CSI Images on the holder pods in ODF 4.12 with Multus Tech Preview are not updated while upgrading the cluster.
Environment
- ODF 4.12.0 up to and including 4.12.7 with Multus Tech Preview
- ODF 4.13.0 up to and including 4.13.2 with Multus Tech Preview
Issue
- ODF 4.12 cluster deployed with Multus Tech Preview feature, fails to update CSI Images while upgrading to ODF 4.12.3 and higher versions.
Resolution
Background
-
While updating OpenShift Data Foundation with Multus networking, the cluster does not update the CSI holder DaemonSet pods.
-
By design, holder pods are intended never to be restarted except during drain or restart of an OpenShift node.
-
Restarting the holder pod on an OpenShift node will result in permanently blocked storage I/O to application pods running on that node until the application is rescheduled to a different OpenShift node.
-
If a holder pod is "Running" with no issues, it is likely working as intended, and it is may not be necessary to force the pods to be upgraded.
-
If any holder pods are in the ImagePullBackoff error state, the update procedure is recommended.

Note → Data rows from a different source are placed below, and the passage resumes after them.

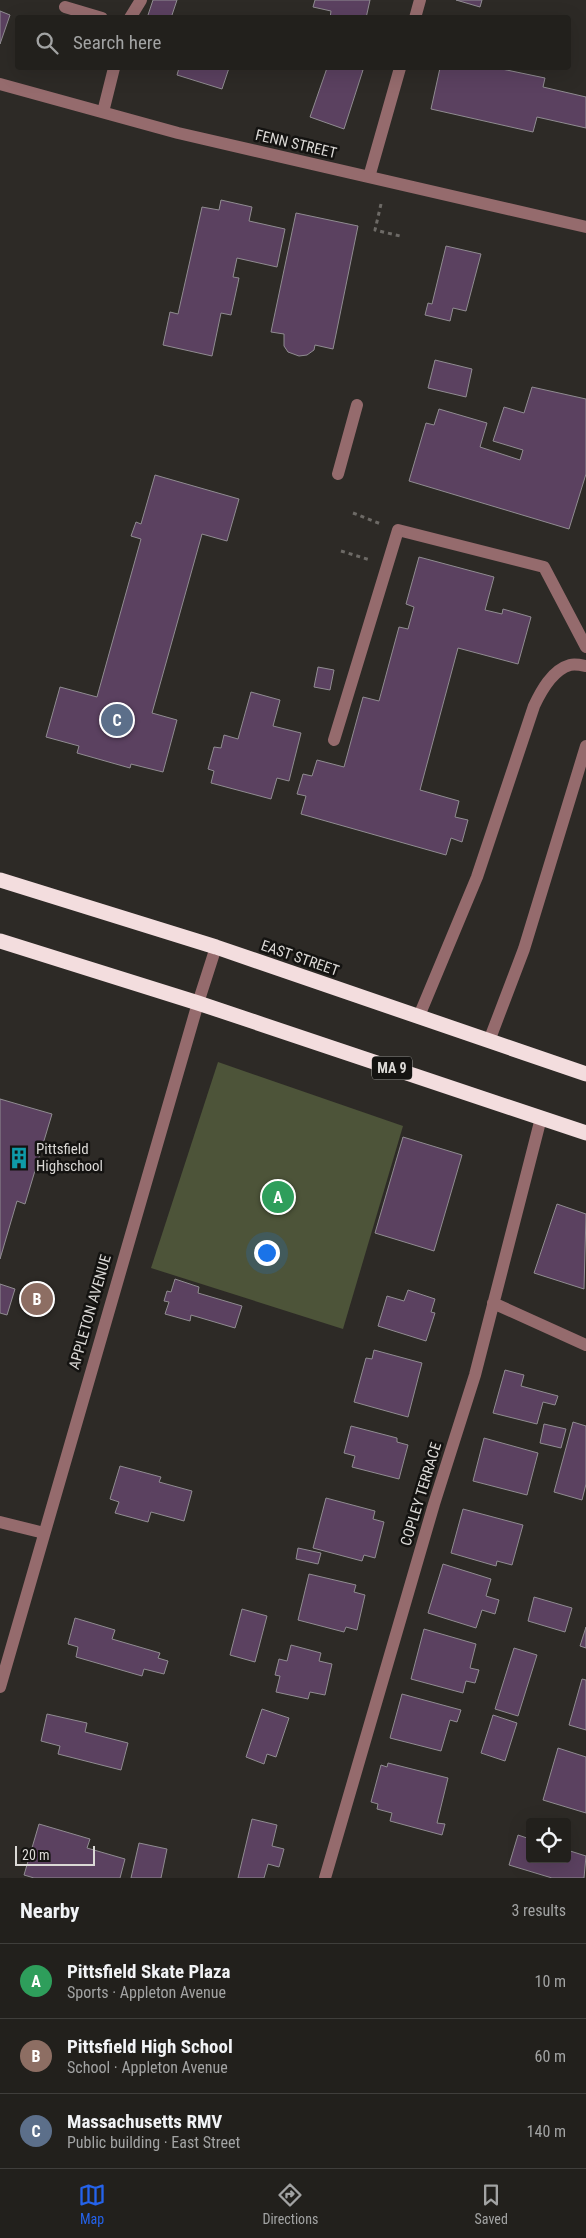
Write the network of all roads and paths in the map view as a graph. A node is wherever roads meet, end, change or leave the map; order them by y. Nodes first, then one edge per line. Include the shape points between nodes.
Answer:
1 (141, 0) edge
2 (420, 0) edge
3 (65, 7) dead end
4 (92, 15) edge
5 (132, 15) edge
6 (416, 15) edge
7 (114, 70) edge
8 (399, 70) edge
9 (0, 84) edge
10 (103, 112) junction
11 (369, 177) junction
12 (382, 204) dead end
13 (586, 227) edge
14 (400, 236) dead end
15 (357, 405) dead end
16 (338, 474) dead end
17 (353, 514) dead end
18 (398, 530) junction
19 (341, 551) dead end
20 (387, 565) junction
21 (586, 647) edge
22 (586, 666) edge
23 (334, 740) dead end
24 (586, 746) edge
25 (0, 880) edge
26 (0, 941) edge
27 (216, 947) junction
28 (198, 1003) junction
29 (419, 1016) junction
30 (490, 1041) junction
31 (586, 1074) edge
32 (541, 1118) junction
33 (586, 1133) edge
34 (493, 1303) junction
35 (586, 1345) edge
36 (0, 1522) edge
37 (44, 1533) junction
38 (0, 1687) edge
39 (326, 1878) edge

1 - 5 street
2 - 6 street
3 - 4 street
7 - 10 street
8 - 11 street
9 - 10 street, FENN STREET
10 - 11 street, FENN STREET via 178,133
11 - 13 street, FENN STREET
12 - 14 path via 375,230
15 - 16 street
17 - 18 path
18 - 20 street
18 - 21 street via 544,567
19 - 20 path
20 - 23 street
22 - 29 street via 570,665 542,688 477,877
24 - 30 street via 524,949
25 - 27 highway, EAST STREET
26 - 28 highway, MA 9
27 - 28 street, APPLETON AVENUE
27 - 29 highway, EAST STREET
28 - 32 highway, MA 9
28 - 37 street, APPLETON AVENUE
29 - 30 highway, EAST STREET
30 - 31 highway, EAST STREET
32 - 33 highway, MA 9
32 - 34 street, COPLEY TERRACE
34 - 35 street
34 - 39 street, COPLEY TERRACE via 475,1374
36 - 37 street
37 - 38 street, APPLETON AVENUE

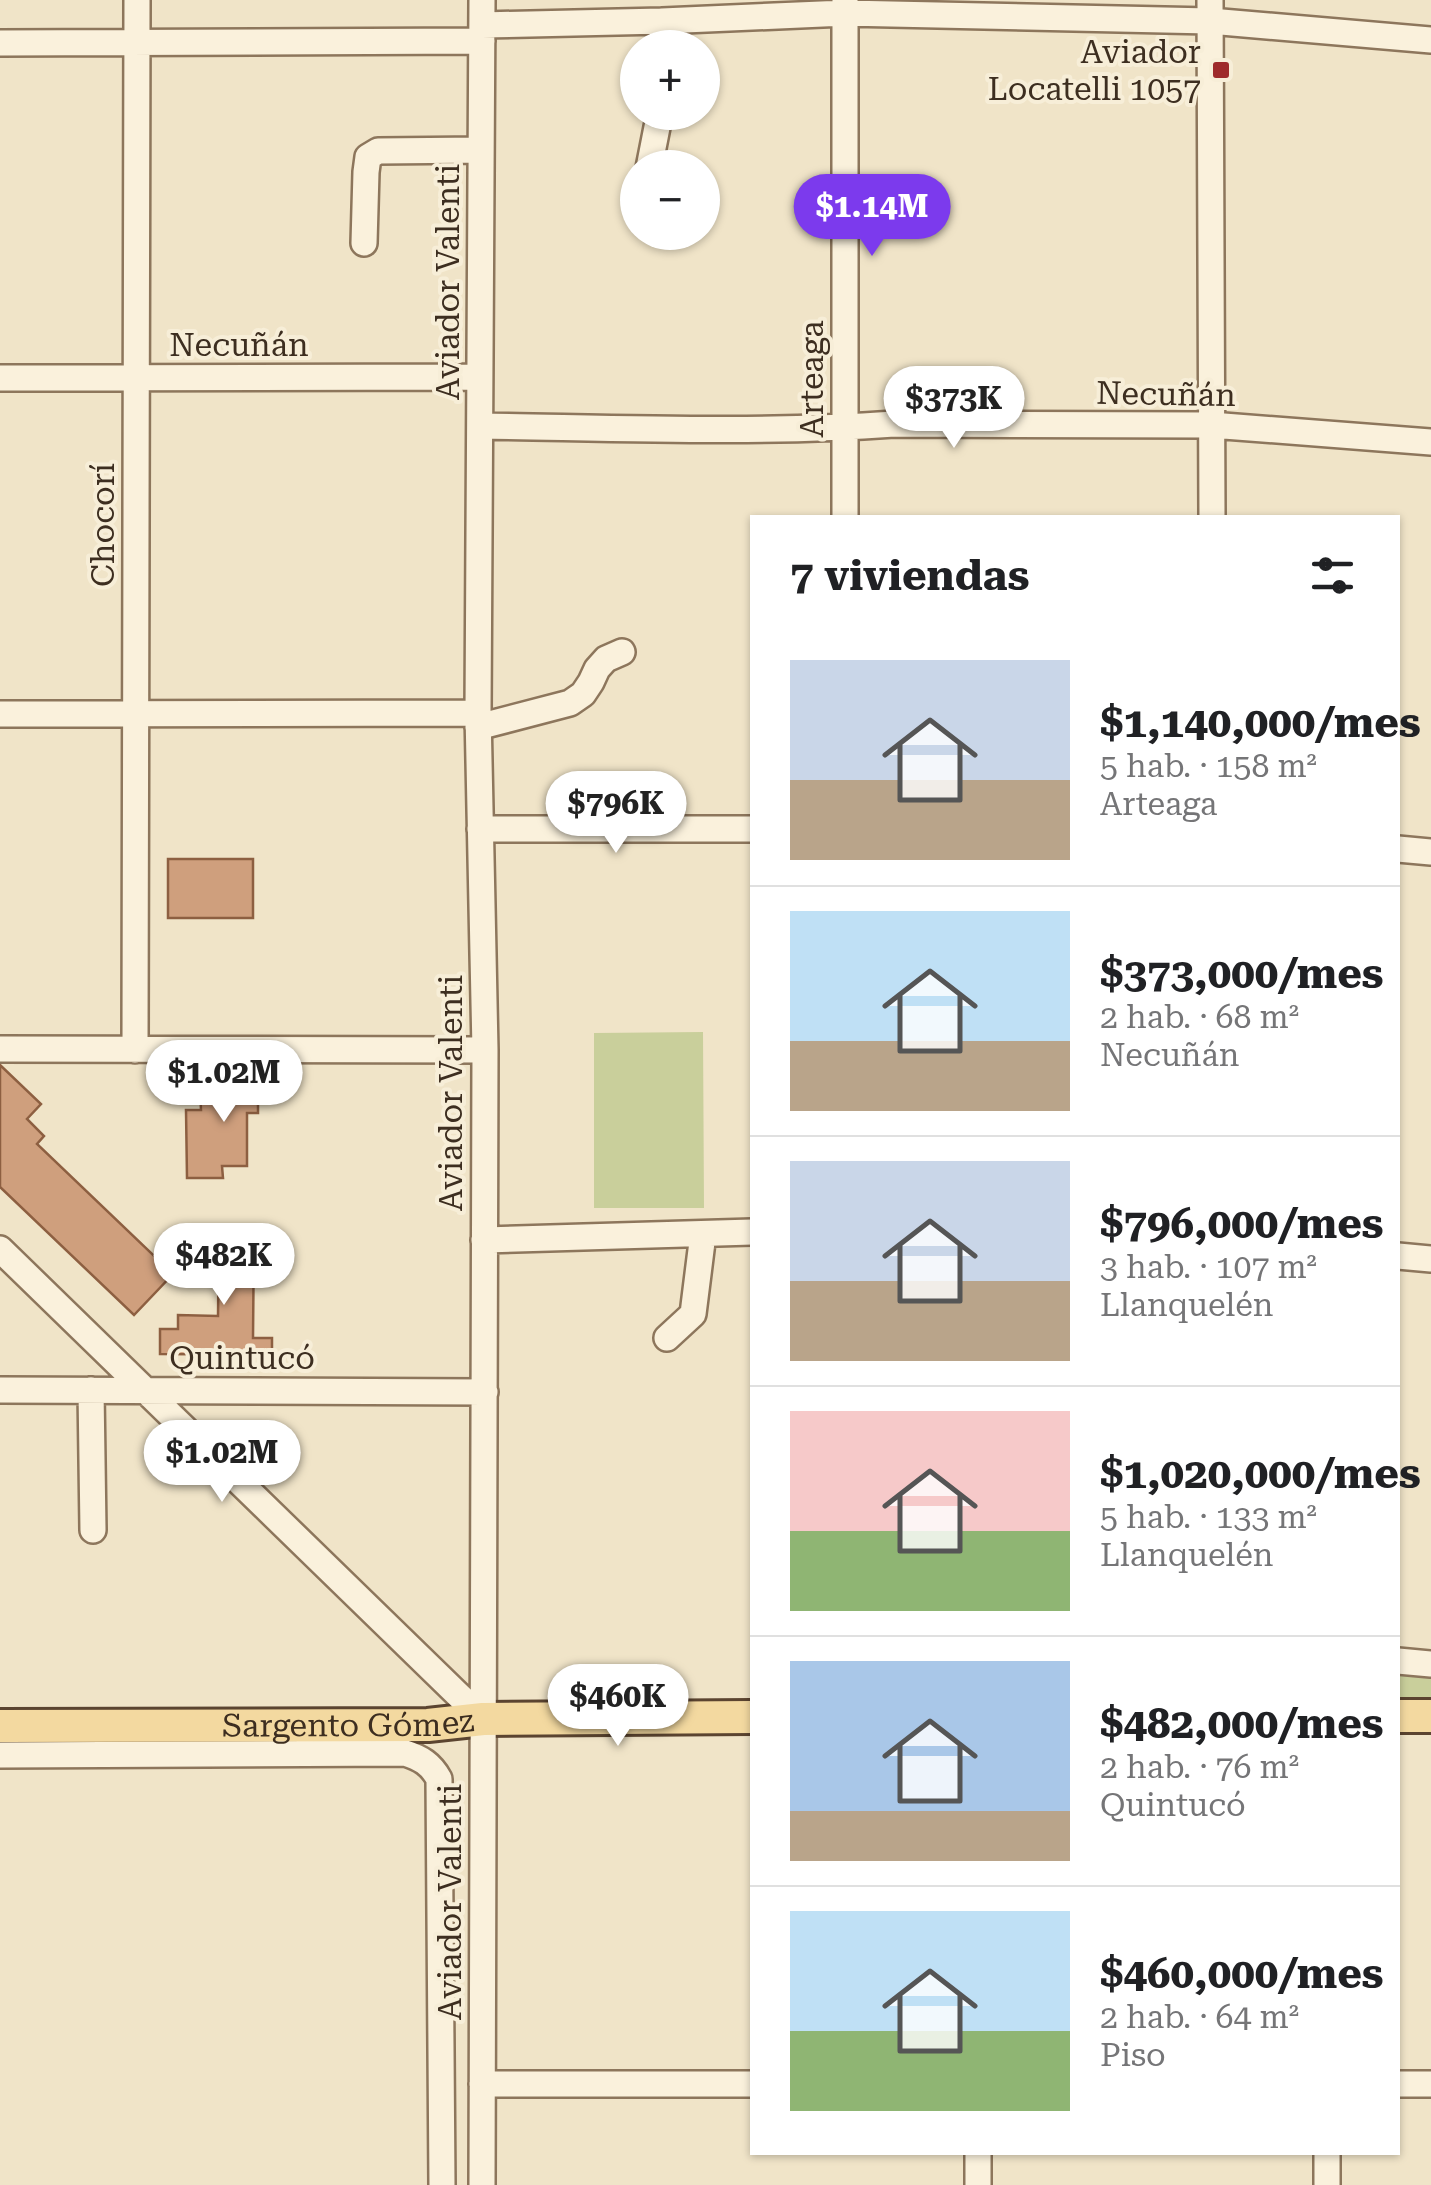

This often seen when container images are mirrored to a private image registry.
- The ImagePullBackoff issue was fixed with the below ODF updates:
- 4.12, patch 4.12.8 and higher: https://access.redhat.com/errata/RHBA-2023:5377
- 4.13, patch 4.13.3 and higher: https://access.redhat.com/errata/RHSA-2023:5376
- All versions 4.14 and higher
- The ImagePullBackoff issue was fixed with the below ODF updates:
-
This procedure may be used to restart holder pods for any version of ODF. For example, this process may be used if the user wishes to reboot all ODF pods (which includes holder pods) on a node. While this is not recommended, it may sometimes be necessary.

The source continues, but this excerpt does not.